We’re not going back any time soon. There will be no appetite for going back with a worse deal than the poor one we had in the past.
The EU will just have to struggle on without our subsidies.
We’re not going fully back in as I said, at least not in my lifetime. We wouldn’t get as good an arrangement as we had and history books will draw attention to that folly too. But v close alignment inevitable with EU controlling direction far more than UK.
Guess who said this – ‘Northern Ireland is in the unbelievably special position of having privileged access, not just to the U.K. home market … but also the European Union single market’. Strange that isn’t it. Guess who had both too?
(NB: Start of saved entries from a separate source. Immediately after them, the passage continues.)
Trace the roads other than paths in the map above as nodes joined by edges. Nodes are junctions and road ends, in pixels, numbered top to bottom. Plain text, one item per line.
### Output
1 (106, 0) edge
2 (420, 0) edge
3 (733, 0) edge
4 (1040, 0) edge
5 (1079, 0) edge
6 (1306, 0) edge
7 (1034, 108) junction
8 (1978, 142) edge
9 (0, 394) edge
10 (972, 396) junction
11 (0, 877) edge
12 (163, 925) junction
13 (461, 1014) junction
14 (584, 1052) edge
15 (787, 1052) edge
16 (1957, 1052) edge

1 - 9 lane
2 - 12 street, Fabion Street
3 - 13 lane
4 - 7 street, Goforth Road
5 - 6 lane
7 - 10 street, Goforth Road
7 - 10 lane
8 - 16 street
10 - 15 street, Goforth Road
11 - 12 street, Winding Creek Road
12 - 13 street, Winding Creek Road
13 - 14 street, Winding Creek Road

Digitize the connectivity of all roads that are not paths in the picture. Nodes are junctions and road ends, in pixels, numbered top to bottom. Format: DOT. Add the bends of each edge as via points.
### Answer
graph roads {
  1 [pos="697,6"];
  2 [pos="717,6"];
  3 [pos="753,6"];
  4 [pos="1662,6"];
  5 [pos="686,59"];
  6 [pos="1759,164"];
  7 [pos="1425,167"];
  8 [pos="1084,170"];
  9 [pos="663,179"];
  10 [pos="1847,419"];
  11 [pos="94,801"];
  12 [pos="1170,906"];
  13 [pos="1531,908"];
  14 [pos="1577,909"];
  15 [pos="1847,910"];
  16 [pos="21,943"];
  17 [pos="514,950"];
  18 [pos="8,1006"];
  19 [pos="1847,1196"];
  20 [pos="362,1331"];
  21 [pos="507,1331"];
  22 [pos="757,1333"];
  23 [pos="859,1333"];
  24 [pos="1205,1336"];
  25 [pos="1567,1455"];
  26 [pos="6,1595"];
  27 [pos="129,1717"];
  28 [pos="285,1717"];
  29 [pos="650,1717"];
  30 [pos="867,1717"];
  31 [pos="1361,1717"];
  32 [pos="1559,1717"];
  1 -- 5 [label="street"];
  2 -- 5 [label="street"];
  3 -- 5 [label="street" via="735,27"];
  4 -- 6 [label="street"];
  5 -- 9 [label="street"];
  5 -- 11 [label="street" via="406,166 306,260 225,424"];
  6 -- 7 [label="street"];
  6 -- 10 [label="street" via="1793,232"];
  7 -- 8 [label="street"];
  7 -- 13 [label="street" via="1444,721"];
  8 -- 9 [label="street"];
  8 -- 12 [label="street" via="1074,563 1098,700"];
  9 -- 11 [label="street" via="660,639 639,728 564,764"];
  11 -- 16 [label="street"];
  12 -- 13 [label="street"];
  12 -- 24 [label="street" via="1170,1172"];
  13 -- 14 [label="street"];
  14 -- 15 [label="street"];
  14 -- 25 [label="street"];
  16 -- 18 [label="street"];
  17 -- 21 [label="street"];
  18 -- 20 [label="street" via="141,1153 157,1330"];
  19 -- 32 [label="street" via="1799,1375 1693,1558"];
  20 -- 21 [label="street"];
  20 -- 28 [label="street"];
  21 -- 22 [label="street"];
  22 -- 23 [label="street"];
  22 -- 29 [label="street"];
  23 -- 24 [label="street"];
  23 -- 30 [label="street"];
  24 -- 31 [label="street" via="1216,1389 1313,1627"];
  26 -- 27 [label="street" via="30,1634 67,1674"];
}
And you’ll have read small print in the Windsor agreement and also the current TCA, which come renegotiation may well be further tightened.
We’re tethered and will gradually pull ourselves closer and closer back to the Single Market, like Norway et al and as we are already doing. It’s just a matter of timing and the sensible people in both main parties feel much the same. Hang around long enough and you’ll see.
Large number of Greens picking up seats suggests a protest vote. It will all change at the general election.
Well this is the media narrative as they all get excited. Actually right now at -296 it’s not too bad, and there has been no Blair-like avalanche to Labour. It may change of course, but let’s see rather than parrot the received wisdom.
Can anybody tell me what the turn-outs were like? I followed the link but it just said ‘low’. Have Tories just abstained?
The article said that it could be worse with a high turn-out. Why?
‘The article said that it could be worse with a high turn-out. Why?’
No way of knowing, but I suppose the logic is that young people are more likely to vote Labour, but are also less likely to vote overall.
Yes, good question. I’ve done some cursory searches for the figures but can’t find anything either.
Thus far fairly much as predicted by Curtiss et al.
No fan of Sunak, or the dreadful party (bar a few exceptions) he’s led. But wouldn’t entirely count him out yet. He needs some lucky breaks but that can happen. Lab nowhere near the force they were in 96 and whilst they should improve a bit yet this is not a young Blair Rishi is up against.
This strikes me as a distinctly premature – even immature – judgement on a highly fluid situation. 18 months ago the Conservatives were more popular than Labour. What has happened since then is down to a combination of events and factors which don’t have that much to do with Rishi Sunak.
Nor should mid-term local election results be extrapolated to national elections without thought.
There is not strong evidence that voters actually prefer Labour or Keir Starmer at this stage. Nor indeed that they prefer the Lib Dems. These results are far more a vote against the Tories than any endorsement of anything else. Also, looking across the south, there’s a clear residual anti-Brexit effect still at work, where pro-Brexit voting has worn off in pro-Brexit areas since it’s generally considered “done” (I intentionally use the word “considered”).
My gut feeling is that the bottom is in for the Tories now and the top is in for Labour. I’d go further – Labour won’t win an overall majority at the next election. These results won’t be replicated when people start voting for an actual Prime Minister (self-made man or self-righteous North London human rights lawyer ?). Nor when they realise how anti-aspiration Labour really are.
Thanks for that, a very reasonable assessment in my opinion, and one that I was too lethargic to come to myself!
I’d say that it was Johnson who pulled the “Reverse Johnson.”
Can anybody tell me what the turn-outs were like?
“As the political sociologist Paula Surridge has noted, the low turnout indicates that things could be even worse.”
Actually, it probably more likely means that voters couldn’t be arsed to go out and vote for Labour.